How to turbocharge your Facebook marketing
Lou Abramowski and Matt Ellsworth
8th BridgeLou Abramowski is the co-founder of 8th Bridge, which creates social shopping experiences for their customers within Facebook and on their eCommerce sites.
This course is facilitated by Matt Ellsworth, who does business development and product strategy at 8th Bridge.
Twig the Fairy was desperately poor.
Twig, a children’s performer, spent 10 months of the year working at Renaissance festivals, often living without running water or heat.
So her boyfriend, Lou Abramowski, used Facebook marketing tactics to help her raise more than $27,000 to write a children’s book.
Today Twig has 200,000 Facebook fans, and her merchandise sells so quickly that she can’t keep it in stock. “Her contract values have skyrocketed since this audience has been built,” says Lou.
Lou is a co-founder of 8th Bridge, whose client list includes 1-800-Flowers, Hallmark, Brooks Brothers, and Delta Airlines. And Twig the Fairy.
In his Mixergy course, he shows you how to turbocharge your Facebook marketing. Here are three highlights from the course.
1. Don’t Be Afraid
You might have 100,000 fans, but Facebook only shows your posts to the ones who regularly interact with you.

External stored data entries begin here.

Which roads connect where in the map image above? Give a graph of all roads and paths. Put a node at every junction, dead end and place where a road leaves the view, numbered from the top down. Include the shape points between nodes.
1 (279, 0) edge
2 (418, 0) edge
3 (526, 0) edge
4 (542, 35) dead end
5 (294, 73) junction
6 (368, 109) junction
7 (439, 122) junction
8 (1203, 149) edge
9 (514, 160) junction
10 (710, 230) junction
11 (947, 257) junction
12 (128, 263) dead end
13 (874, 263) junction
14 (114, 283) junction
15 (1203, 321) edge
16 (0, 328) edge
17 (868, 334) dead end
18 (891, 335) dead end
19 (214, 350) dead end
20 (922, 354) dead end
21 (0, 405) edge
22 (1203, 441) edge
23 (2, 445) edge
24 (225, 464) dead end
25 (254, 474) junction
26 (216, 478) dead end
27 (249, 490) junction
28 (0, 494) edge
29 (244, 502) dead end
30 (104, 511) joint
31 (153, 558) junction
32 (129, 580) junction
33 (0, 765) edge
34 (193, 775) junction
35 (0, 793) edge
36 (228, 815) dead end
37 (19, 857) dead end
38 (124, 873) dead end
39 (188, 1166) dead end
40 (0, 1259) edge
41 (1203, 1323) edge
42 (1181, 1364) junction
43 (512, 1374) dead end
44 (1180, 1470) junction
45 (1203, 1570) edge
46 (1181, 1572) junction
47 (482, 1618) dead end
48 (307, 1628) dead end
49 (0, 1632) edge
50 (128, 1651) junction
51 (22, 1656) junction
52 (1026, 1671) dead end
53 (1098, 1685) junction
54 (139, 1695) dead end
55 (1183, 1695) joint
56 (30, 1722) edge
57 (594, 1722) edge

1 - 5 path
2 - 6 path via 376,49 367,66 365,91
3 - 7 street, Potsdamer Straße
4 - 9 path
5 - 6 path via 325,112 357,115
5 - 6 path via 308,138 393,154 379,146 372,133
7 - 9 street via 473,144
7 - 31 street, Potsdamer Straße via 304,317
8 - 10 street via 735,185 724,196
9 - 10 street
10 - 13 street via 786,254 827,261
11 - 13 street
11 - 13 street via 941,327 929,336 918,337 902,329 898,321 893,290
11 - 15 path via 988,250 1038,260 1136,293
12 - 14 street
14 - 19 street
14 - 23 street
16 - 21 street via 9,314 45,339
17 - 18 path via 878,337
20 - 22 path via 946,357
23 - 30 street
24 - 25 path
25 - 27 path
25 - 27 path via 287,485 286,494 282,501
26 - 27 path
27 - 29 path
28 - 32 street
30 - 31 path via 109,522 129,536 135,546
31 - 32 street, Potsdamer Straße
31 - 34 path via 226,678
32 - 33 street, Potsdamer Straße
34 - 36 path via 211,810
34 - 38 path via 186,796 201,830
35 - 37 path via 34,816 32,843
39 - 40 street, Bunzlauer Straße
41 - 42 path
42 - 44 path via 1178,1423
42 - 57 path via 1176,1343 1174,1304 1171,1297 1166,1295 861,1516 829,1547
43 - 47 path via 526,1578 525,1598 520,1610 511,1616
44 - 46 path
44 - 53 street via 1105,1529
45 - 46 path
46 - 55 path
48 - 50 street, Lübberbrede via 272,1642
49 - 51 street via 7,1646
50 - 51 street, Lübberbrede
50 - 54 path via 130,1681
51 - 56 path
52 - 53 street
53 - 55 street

So when too much time passes after their last interaction, they stop seeing your posts on their News Feed.
“Although Facebook doesn’t expose or give any information about its algorithm…the reality is that after 24 hours, [a fan’s] affinity with [your Page] starts to decrease if [they] haven’t been shown a post, ‘liked’ a post, or commented on a post,” says Lou.
But you’re afraid that posting more often will annoy your audience!
So how do you stay in their News Feeds?
Overcome Your Fear
You have to post every single day.
“Facebook calculates…affinity between Pages and users,” says Lou. “The stronger that affinity between a Page and user, the more often that Page’s content gets showed to that user inside the News Feed.”
Lou says if your fans get annoyed with daily posts, that means your content isn’t good enough. Try winning them over with humor, and make sure the content you’re posting is available exclusively on Facebook.
2. Don’t Offer a Red Pill
Have you ever posted a great external link you thought your fans would really enjoy, and it got no love?
“We noticed really early on that by sharing hyperlinks inside the News Feed, we almost invariably lower our interaction rate,” says Lou. “Our ‘like’ count and our comment count was always just abysmal.”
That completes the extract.